[What the exercise asks]:
If a line in the data holds "brosserie", copy that line out in full.
***** Exercise material
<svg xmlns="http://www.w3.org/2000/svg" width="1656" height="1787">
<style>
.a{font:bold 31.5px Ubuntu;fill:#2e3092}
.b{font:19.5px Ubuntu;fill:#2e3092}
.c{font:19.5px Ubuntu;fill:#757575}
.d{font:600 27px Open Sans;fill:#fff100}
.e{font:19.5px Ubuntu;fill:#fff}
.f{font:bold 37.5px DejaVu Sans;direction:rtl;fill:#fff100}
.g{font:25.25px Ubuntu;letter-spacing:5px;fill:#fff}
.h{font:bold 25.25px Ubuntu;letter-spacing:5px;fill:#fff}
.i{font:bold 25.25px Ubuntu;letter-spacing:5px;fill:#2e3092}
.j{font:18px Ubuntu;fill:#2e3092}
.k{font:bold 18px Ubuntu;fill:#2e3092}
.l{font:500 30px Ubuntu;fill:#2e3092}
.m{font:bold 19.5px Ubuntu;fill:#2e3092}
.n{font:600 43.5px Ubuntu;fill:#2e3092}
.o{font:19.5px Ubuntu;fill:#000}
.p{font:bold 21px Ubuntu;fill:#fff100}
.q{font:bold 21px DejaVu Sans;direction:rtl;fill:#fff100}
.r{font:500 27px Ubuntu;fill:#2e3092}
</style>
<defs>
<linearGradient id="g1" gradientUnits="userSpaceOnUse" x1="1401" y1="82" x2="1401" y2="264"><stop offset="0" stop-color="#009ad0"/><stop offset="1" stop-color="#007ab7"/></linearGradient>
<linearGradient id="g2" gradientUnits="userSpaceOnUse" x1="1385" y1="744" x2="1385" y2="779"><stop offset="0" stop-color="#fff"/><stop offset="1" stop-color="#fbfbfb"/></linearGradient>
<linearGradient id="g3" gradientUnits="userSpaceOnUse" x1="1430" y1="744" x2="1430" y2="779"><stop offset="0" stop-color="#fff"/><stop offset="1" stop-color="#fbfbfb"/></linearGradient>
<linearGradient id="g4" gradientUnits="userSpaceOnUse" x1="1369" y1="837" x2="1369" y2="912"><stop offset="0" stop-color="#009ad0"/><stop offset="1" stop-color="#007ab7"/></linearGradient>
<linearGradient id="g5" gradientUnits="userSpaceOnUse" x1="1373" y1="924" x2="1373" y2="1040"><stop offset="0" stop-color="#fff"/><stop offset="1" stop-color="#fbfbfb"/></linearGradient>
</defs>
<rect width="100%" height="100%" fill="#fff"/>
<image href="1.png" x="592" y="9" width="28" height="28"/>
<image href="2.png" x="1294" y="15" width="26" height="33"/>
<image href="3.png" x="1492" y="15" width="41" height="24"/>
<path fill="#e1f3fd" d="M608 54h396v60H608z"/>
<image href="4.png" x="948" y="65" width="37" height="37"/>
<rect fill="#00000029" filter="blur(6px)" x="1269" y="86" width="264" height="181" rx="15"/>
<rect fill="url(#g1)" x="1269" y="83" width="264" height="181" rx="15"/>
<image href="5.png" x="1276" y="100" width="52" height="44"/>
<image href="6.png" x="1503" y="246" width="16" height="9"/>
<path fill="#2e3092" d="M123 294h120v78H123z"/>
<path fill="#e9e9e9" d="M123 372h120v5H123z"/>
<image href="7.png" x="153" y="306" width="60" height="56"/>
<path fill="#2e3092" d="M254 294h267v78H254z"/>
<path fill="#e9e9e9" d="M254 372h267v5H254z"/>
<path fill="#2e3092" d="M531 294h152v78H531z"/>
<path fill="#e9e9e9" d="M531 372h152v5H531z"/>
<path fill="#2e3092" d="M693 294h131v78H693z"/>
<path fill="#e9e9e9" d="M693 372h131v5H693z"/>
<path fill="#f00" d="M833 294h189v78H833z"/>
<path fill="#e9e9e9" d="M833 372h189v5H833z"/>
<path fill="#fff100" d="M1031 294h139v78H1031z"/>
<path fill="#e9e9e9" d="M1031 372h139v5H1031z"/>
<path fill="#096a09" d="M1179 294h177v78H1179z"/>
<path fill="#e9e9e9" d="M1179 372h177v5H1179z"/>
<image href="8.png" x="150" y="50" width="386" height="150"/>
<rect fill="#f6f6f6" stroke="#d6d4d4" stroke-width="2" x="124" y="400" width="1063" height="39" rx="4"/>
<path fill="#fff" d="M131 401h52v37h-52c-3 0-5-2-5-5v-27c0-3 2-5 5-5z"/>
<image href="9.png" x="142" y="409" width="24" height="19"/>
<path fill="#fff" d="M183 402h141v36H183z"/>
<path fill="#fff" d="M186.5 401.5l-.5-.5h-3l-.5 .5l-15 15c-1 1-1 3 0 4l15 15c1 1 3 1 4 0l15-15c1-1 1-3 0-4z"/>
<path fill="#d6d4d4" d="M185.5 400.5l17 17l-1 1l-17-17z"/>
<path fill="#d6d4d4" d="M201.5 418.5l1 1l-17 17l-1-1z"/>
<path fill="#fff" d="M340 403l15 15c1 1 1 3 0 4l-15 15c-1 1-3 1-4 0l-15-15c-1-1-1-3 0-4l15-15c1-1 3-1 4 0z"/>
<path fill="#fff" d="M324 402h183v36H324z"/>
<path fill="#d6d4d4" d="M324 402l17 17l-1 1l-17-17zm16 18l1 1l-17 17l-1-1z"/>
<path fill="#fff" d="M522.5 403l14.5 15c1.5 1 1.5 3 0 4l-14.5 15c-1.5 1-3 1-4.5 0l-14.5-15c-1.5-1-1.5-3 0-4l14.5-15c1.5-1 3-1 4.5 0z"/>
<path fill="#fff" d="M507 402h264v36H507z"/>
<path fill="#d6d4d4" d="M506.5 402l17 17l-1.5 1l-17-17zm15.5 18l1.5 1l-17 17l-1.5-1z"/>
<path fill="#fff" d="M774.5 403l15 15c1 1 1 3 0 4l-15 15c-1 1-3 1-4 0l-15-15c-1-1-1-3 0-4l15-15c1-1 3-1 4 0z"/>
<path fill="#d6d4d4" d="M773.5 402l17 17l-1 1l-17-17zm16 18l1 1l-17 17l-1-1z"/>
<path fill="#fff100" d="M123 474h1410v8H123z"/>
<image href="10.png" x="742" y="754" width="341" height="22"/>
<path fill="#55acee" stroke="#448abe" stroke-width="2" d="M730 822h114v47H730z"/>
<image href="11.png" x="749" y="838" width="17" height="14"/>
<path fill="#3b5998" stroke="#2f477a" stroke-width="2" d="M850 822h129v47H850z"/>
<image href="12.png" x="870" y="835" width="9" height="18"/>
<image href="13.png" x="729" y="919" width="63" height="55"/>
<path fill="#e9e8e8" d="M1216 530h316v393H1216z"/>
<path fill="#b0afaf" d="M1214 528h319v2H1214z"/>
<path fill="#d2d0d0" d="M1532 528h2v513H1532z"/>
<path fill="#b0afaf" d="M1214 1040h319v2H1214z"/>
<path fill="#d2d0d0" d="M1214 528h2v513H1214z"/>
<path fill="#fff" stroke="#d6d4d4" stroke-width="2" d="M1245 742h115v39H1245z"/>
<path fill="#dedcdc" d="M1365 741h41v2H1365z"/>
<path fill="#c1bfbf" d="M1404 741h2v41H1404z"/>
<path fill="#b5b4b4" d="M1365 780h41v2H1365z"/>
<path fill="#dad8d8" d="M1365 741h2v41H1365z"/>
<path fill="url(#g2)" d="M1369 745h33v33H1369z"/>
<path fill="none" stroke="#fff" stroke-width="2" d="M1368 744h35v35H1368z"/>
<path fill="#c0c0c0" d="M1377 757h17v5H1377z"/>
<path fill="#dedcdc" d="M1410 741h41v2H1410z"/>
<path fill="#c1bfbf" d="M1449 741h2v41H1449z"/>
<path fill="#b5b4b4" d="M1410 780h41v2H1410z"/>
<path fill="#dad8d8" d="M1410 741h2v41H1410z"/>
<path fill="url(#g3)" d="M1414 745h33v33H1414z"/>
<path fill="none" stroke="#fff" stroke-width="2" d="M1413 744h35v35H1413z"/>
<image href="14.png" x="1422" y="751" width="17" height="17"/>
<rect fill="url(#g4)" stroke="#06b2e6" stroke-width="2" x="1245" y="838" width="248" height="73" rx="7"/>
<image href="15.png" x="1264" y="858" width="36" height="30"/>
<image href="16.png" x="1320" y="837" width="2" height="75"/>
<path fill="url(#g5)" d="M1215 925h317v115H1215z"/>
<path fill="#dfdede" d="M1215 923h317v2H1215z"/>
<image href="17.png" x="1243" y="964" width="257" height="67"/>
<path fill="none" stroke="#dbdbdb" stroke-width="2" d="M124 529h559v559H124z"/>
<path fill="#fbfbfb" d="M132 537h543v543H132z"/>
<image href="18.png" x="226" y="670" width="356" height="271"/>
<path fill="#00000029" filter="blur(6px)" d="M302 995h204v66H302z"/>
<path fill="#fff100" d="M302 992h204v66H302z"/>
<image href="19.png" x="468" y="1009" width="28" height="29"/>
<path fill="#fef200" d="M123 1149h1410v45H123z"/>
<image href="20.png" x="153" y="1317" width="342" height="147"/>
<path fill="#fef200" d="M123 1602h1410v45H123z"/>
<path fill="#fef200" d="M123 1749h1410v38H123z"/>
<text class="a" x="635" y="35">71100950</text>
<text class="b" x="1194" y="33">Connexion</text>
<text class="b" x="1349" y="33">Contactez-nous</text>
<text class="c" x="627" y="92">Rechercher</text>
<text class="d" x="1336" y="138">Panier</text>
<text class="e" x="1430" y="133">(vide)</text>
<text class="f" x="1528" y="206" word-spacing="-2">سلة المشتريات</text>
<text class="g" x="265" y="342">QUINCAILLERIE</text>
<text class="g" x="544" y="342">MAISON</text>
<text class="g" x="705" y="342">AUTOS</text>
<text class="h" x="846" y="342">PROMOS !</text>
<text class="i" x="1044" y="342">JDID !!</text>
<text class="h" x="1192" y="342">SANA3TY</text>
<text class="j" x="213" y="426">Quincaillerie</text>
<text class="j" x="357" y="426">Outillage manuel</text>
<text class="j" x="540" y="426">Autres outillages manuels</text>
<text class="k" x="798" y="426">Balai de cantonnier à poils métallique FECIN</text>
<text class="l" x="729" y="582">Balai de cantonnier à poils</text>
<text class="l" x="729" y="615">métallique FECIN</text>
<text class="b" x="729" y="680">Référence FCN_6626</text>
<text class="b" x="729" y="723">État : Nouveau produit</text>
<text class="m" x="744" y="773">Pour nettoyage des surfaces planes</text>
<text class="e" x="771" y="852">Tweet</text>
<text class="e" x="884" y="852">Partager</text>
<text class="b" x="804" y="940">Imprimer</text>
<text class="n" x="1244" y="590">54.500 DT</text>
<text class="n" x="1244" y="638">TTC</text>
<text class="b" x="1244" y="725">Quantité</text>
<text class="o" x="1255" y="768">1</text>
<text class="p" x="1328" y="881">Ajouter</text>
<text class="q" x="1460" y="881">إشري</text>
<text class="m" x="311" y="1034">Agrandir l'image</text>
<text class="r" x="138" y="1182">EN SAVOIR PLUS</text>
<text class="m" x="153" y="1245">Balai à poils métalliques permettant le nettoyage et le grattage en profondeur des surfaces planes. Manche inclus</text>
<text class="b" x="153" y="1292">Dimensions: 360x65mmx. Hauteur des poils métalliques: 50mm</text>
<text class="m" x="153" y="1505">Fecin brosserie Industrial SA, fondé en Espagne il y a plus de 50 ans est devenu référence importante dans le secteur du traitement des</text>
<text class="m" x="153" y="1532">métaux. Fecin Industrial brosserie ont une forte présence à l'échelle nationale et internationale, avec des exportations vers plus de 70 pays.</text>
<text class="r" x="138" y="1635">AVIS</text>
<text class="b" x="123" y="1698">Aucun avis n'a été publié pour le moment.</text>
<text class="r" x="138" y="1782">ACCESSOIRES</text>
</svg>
**********
[Completed task]:
<text class="m" x="153" y="1505">Fecin brosserie Industrial SA, fondé en Espagne il y a plus de 50 ans est devenu référence importante dans le secteur du traitement des</text>
<text class="m" x="153" y="1532">métaux. Fecin Industrial brosserie ont une forte présence à l'échelle nationale et internationale, avec des exportations vers plus de 70 pays.</text>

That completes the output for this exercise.